Top of Input data

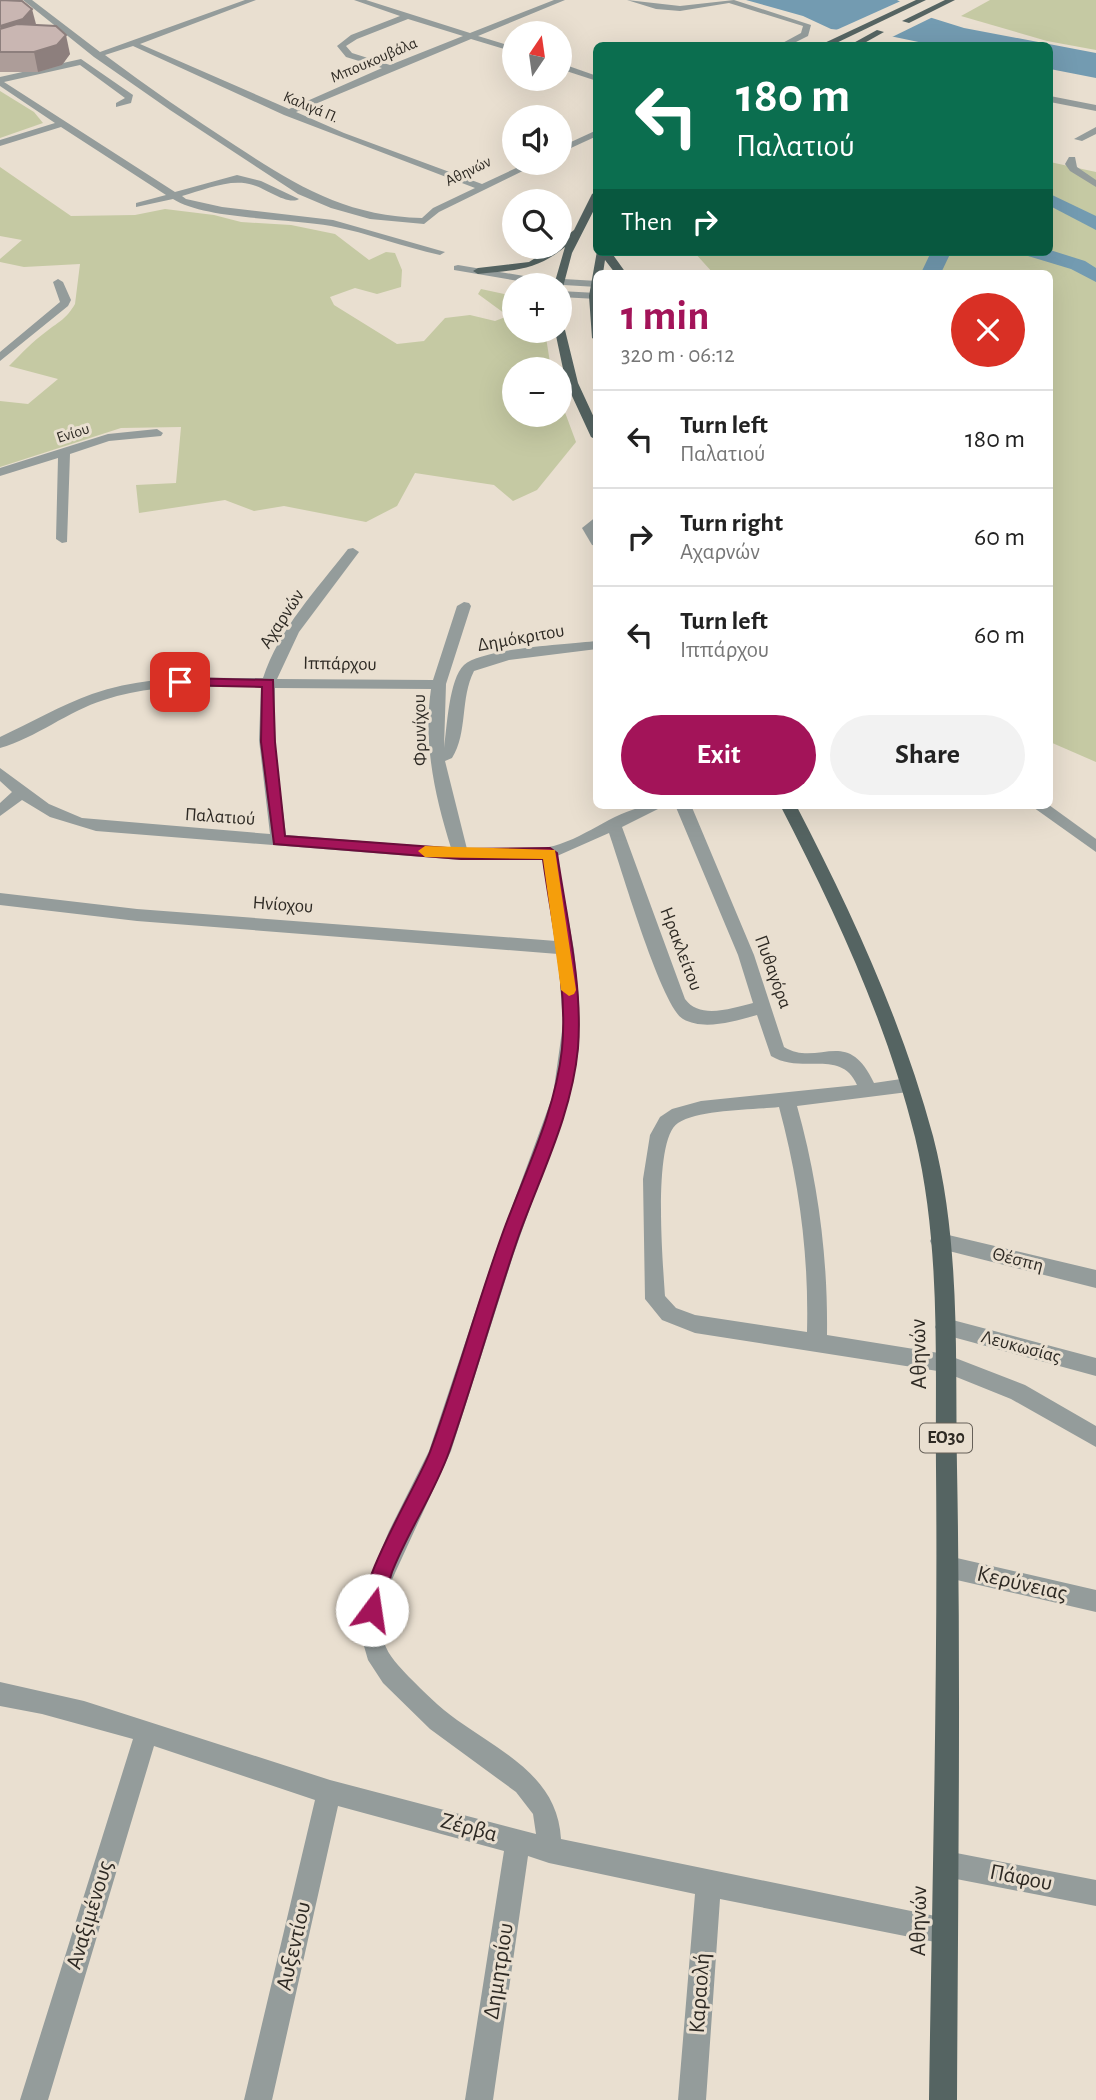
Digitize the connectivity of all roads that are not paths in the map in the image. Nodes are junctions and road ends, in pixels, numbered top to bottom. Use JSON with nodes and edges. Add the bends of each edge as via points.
{"nodes":[{"id":1,"x":27,"y":0,"type":"edge"},
{"id":2,"x":252,"y":0,"type":"edge"},
{"id":3,"x":358,"y":0,"type":"edge"},
{"id":4,"x":561,"y":0,"type":"edge"},
{"id":5,"x":631,"y":0,"type":"edge"},
{"id":6,"x":951,"y":0,"type":"edge"},
{"id":7,"x":728,"y":1,"type":"edge"},
{"id":8,"x":919,"y":1,"type":"edge"},
{"id":9,"x":408,"y":16,"type":"junction"},
{"id":10,"x":900,"y":23,"type":"dead end"},
{"id":11,"x":889,"y":28,"type":"dead end"},
{"id":12,"x":471,"y":35,"type":"junction"},
{"id":13,"x":788,"y":42,"type":"edge"},
{"id":14,"x":830,"y":42,"type":"edge"},
{"id":15,"x":859,"y":42,"type":"edge"},
{"id":16,"x":134,"y":44,"type":"junction"},
{"id":17,"x":502,"y":46,"type":"edge"},
{"id":18,"x":97,"y":55,"type":"junction"},
{"id":19,"x":390,"y":68,"type":"junction"},
{"id":20,"x":572,"y":70,"type":"edge"},
{"id":21,"x":593,"y":78,"type":"edge"},
{"id":22,"x":0,"y":82,"type":"edge"},
{"id":23,"x":1053,"y":100,"type":"edge"},
{"id":24,"x":119,"y":105,"type":"dead end"},
{"id":25,"x":1096,"y":108,"type":"edge"},
{"id":26,"x":287,"y":113,"type":"junction"},
{"id":27,"x":62,"y":124,"type":"junction"},
{"id":28,"x":1096,"y":130,"type":"edge"},
{"id":29,"x":593,"y":135,"type":"edge"},
{"id":30,"x":1079,"y":139,"type":"dead end"},
{"id":31,"x":0,"y":143,"type":"edge"},
{"id":32,"x":572,"y":144,"type":"edge"},
{"id":33,"x":1072,"y":159,"type":"dead end"},
{"id":34,"x":508,"y":175,"type":"edge"},
{"id":35,"x":1096,"y":184,"type":"edge"},
{"id":36,"x":481,"y":187,"type":"junction"},
{"id":37,"x":173,"y":195,"type":"junction"},
{"id":38,"x":593,"y":202,"type":"edge"},
{"id":39,"x":139,"y":205,"type":"dead end"},
{"id":40,"x":424,"y":222,"type":"junction"},
{"id":41,"x":333,"y":223,"type":"junction"},
{"id":42,"x":577,"y":232,"type":"junction"},
{"id":43,"x":440,"y":252,"type":"junction"},
{"id":44,"x":607,"y":256,"type":"edge"},
{"id":45,"x":458,"y":268,"type":"junction"},
{"id":46,"x":618,"y":270,"type":"edge"},
{"id":47,"x":478,"y":271,"type":"junction"},
{"id":48,"x":563,"y":273,"type":"edge"},
{"id":49,"x":502,"y":275,"type":"edge"},
{"id":50,"x":58,"y":282,"type":"dead end"},
{"id":51,"x":502,"y":283,"type":"edge"},
{"id":52,"x":572,"y":283,"type":"edge"},
{"id":53,"x":593,"y":284,"type":"edge"},
{"id":54,"x":572,"y":295,"type":"edge"},
{"id":55,"x":593,"y":296,"type":"edge"},
{"id":56,"x":562,"y":343,"type":"edge"},
{"id":57,"x":0,"y":358,"type":"edge"},
{"id":58,"x":593,"y":428,"type":"edge"},
{"id":59,"x":157,"y":433,"type":"dead end"},
{"id":60,"x":64,"y":453,"type":"junction"},
{"id":61,"x":0,"y":472,"type":"edge"},
{"id":62,"x":593,"y":521,"type":"edge"},
{"id":63,"x":593,"y":536,"type":"edge"},
{"id":64,"x":62,"y":539,"type":"dead end"},
{"id":65,"x":352,"y":552,"type":"dead end"},
{"id":66,"x":464,"y":606,"type":"dead end"},
{"id":67,"x":593,"y":645,"type":"edge"},
{"id":68,"x":269,"y":682,"type":"junction"},
{"id":69,"x":439,"y":685,"type":"junction"},
{"id":70,"x":0,"y":743,"type":"edge"},
{"id":71,"x":437,"y":758,"type":"junction"},
{"id":72,"x":0,"y":774,"type":"edge"},
{"id":73,"x":21,"y":793,"type":"junction"},
{"id":74,"x":645,"y":809,"type":"edge"},
{"id":75,"x":684,"y":809,"type":"edge"},
{"id":76,"x":791,"y":809,"type":"edge"},
{"id":77,"x":1044,"y":809,"type":"edge"},
{"id":78,"x":0,"y":811,"type":"edge"},
{"id":79,"x":613,"y":824,"type":"junction"},
{"id":80,"x":279,"y":841,"type":"junction"},
{"id":81,"x":1096,"y":847,"type":"edge"},
{"id":82,"x":550,"y":853,"type":"junction"},
{"id":83,"x":461,"y":854,"type":"junction"},
{"id":84,"x":0,"y":899,"type":"edge"},
{"id":85,"x":564,"y":948,"type":"junction"},
{"id":86,"x":764,"y":1007,"type":"junction"},
{"id":87,"x":908,"y":1084,"type":"junction"},
{"id":88,"x":869,"y":1091,"type":"junction"},
{"id":89,"x":786,"y":1100,"type":"junction"},
{"id":90,"x":940,"y":1241,"type":"junction"},
{"id":91,"x":1096,"y":1279,"type":"edge"},
{"id":92,"x":945,"y":1327,"type":"junction"},
{"id":93,"x":817,"y":1342,"type":"junction"},
{"id":94,"x":945,"y":1363,"type":"junction"},
{"id":95,"x":1096,"y":1367,"type":"edge"},
{"id":96,"x":1096,"y":1437,"type":"edge"},
{"id":97,"x":948,"y":1567,"type":"junction"},
{"id":98,"x":1096,"y":1601,"type":"edge"},
{"id":99,"x":0,"y":1694,"type":"edge"},
{"id":100,"x":147,"y":1731,"type":"junction"},
{"id":101,"x":329,"y":1792,"type":"junction"},
{"id":102,"x":518,"y":1841,"type":"junction"},
{"id":103,"x":549,"y":1851,"type":"junction"},
{"id":104,"x":946,"y":1864,"type":"junction"},
{"id":105,"x":708,"y":1885,"type":"junction"},
{"id":106,"x":1096,"y":1893,"type":"edge"},
{"id":107,"x":945,"y":1931,"type":"junction"},
{"id":108,"x":34,"y":2100,"type":"edge"},
{"id":109,"x":258,"y":2100,"type":"edge"},
{"id":110,"x":479,"y":2100,"type":"edge"},
{"id":111,"x":692,"y":2100,"type":"edge"},
{"id":112,"x":943,"y":2100,"type":"edge"}],
"edges":[{"from":1,"to":18,"type":"street"},
{"from":2,"to":16,"type":"street"},
{"from":3,"to":9,"type":"street","name":"Μπουκουβάλα"},
{"from":4,"to":12,"type":"street","name":"Μπουκουβάλα"},
{"from":5,"to":7,"type":"street","via":[[674,10]]},
{"from":6,"to":10,"type":"main road"},
{"from":7,"to":13,"type":"street","via":[[807,25],[807,32]]},
{"from":8,"to":14,"type":"main road"},
{"from":9,"to":12,"type":"street","name":"Μπουκουβάλα"},
{"from":9,"to":19,"type":"street","via":[[341,46],[349,55]]},
{"from":11,"to":15,"type":"main road"},
{"from":12,"to":17,"type":"street","name":"Μπουκουβάλα"},
{"from":12,"to":19,"type":"street","name":"Μπουκουβάλα"},
{"from":16,"to":18,"type":"street"},
{"from":16,"to":26,"type":"street","name":"Καλιγά Π."},
{"from":18,"to":40,"type":"street","via":[[309,195],[400,222]]},
{"from":19,"to":26,"type":"street","name":"Μπουκουβάλα"},
{"from":20,"to":21,"type":"street"},
{"from":22,"to":24,"type":"street","via":[[81,62],[130,96]]},
{"from":22,"to":27,"type":"street"},
{"from":23,"to":25,"type":"street"},
{"from":26,"to":36,"type":"street","name":"Καλιγά Π."},
{"from":27,"to":31,"type":"street"},
{"from":27,"to":37,"type":"street"},
{"from":28,"to":30,"type":"street"},
{"from":29,"to":32,"type":"street"},
{"from":33,"to":35,"type":"street","via":[[1073,169]]},
{"from":34,"to":36,"type":"street","name":"Αθηνών"},
{"from":36,"to":40,"type":"street","name":"Αθηνών","via":[[436,210]]},
{"from":37,"to":39,"type":"street"},
{"from":37,"to":41,"type":"street","via":[[222,210]]},
{"from":37,"to":41,"type":"street","via":[[244,179],[305,205]]},
{"from":38,"to":42,"type":"main road"},
{"from":40,"to":43,"type":"street"},
{"from":41,"to":43,"type":"street"},
{"from":42,"to":47,"type":"main road","via":[[531,265]]},
{"from":42,"to":48,"type":"main road"},
{"from":43,"to":45,"type":"street"},
{"from":44,"to":46,"type":"main road"},
{"from":45,"to":47,"type":"street"},
{"from":45,"to":51,"type":"street"},
{"from":47,"to":49,"type":"street"},
{"from":50,"to":57,"type":"street","via":[[64,304]]},
{"from":52,"to":53,"type":"street"},
{"from":54,"to":55,"type":"street"},
{"from":56,"to":58,"type":"main road","via":[[572,383]]},
{"from":59,"to":60,"type":"street","name":"Ενίου","via":[[119,436]]},
{"from":60,"to":61,"type":"street","name":"Ενίου"},
{"from":60,"to":64,"type":"street"},
{"from":62,"to":63,"type":"street","via":[[588,528]]},
{"from":65,"to":68,"type":"street","name":"Αχαρνών","via":[[289,640]]},
{"from":66,"to":69,"type":"street","name":"Φρυνίχου"},
{"from":67,"to":71,"type":"street","name":"Δημόκριτου","via":[[473,665],[464,681],[450,750]]},
{"from":68,"to":69,"type":"street","name":"Ιππάρχου"},
{"from":68,"to":70,"type":"street","name":"Ιππάρχου","via":[[180,682],[118,690]]},
{"from":68,"to":80,"type":"street","name":"Αχαρνών","via":[[268,742]]},
{"from":69,"to":71,"type":"street","name":"Φρυνίχου"},
{"from":71,"to":83,"type":"street","name":"Φρυνίχου"},
{"from":72,"to":73,"type":"street","name":"Παλατιού"},
{"from":73,"to":78,"type":"street"},
{"from":73,"to":80,"type":"street","name":"Παλατιού","via":[[58,817],[96,826]]},
{"from":74,"to":79,"type":"street","name":"Παλατιού"},
{"from":75,"to":86,"type":"street","name":"Πυθαγόρα"},
{"from":76,"to":87,"type":"main road","name":"Αθηνών","number":"ΕΟ30","via":[[885,1014]]},
{"from":77,"to":81,"type":"street"},
{"from":79,"to":82,"type":"street","name":"Παλατιού"},
{"from":79,"to":86,"type":"street","name":"Ηρακλείτου","via":[[682,1009],[700,1018]]},
{"from":80,"to":83,"type":"street","name":"Παλατιού"},
{"from":82,"to":83,"type":"street","name":"Παλατιού"},
{"from":82,"to":85,"type":"street"},
{"from":84,"to":85,"type":"street","name":"Ηνίοχου","via":[[137,915]]},
{"from":85,"to":103,"type":"street","via":[[571,1023],[566,1082],[439,1454],[377,1585],[371,1636],[376,1654],[414,1699],[530,1790],[547,1819]]},
{"from":86,"to":88,"type":"street","name":"Πυθαγόρα","via":[[782,1056],[850,1062]]},
{"from":87,"to":88,"type":"street"},
{"from":87,"to":90,"type":"main road","name":"Αθηνών","number":"ΕΟ30","via":[[930,1161]]},
{"from":88,"to":89,"type":"street"},
{"from":89,"to":93,"type":"street","via":[[810,1195],[819,1291]]},
{"from":89,"to":93,"type":"street","via":[[701,1108],[665,1122],[653,1170],[655,1299],[669,1314],[695,1324]]},
{"from":90,"to":91,"type":"street","name":"Θέσπη"},
{"from":90,"to":92,"type":"main road","name":"Αθηνών","number":"ΕΟ30"},
{"from":92,"to":94,"type":"main road","name":"Αθηνών","number":"ΕΟ30"},
{"from":92,"to":95,"type":"street","name":"Λευκωσίας"},
{"from":93,"to":94,"type":"street"},
{"from":94,"to":96,"type":"street","via":[[1018,1392]]},
{"from":94,"to":97,"type":"main road","name":"Αθηνών","number":"ΕΟ30"},
{"from":97,"to":98,"type":"street","name":"Κερύνειας"},
{"from":97,"to":104,"type":"main road","name":"Αθηνών","number":"ΕΟ30"},
{"from":99,"to":100,"type":"street","name":"Ζέρβα"},
{"from":100,"to":101,"type":"street","name":"Ζέρβα"},
{"from":100,"to":108,"type":"street","name":"Αναξιμένους"},
{"from":101,"to":102,"type":"street","name":"Ζέρβα"},
{"from":101,"to":109,"type":"street","name":"Αυξεντίου"},
{"from":102,"to":103,"type":"street","name":"Ζέρβα"},
{"from":102,"to":110,"type":"street","name":"Δημητρίου"},
{"from":103,"to":105,"type":"street","name":"Ζέρβα"},
{"from":104,"to":106,"type":"street","name":"Πάφου"},
{"from":104,"to":107,"type":"main road","name":"Αθηνών","number":"ΕΟ30"},
{"from":105,"to":107,"type":"street","name":"Ζέρβα"},
{"from":105,"to":111,"type":"street","name":"Καραολή"},
{"from":107,"to":112,"type":"main road","name":"Αθηνών","number":"ΕΟ30"}]}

Bottom of Input data

Work instructions:
Across the data, tally the lines containing "Ιππάρχου" and give back the number alone.

Response:
2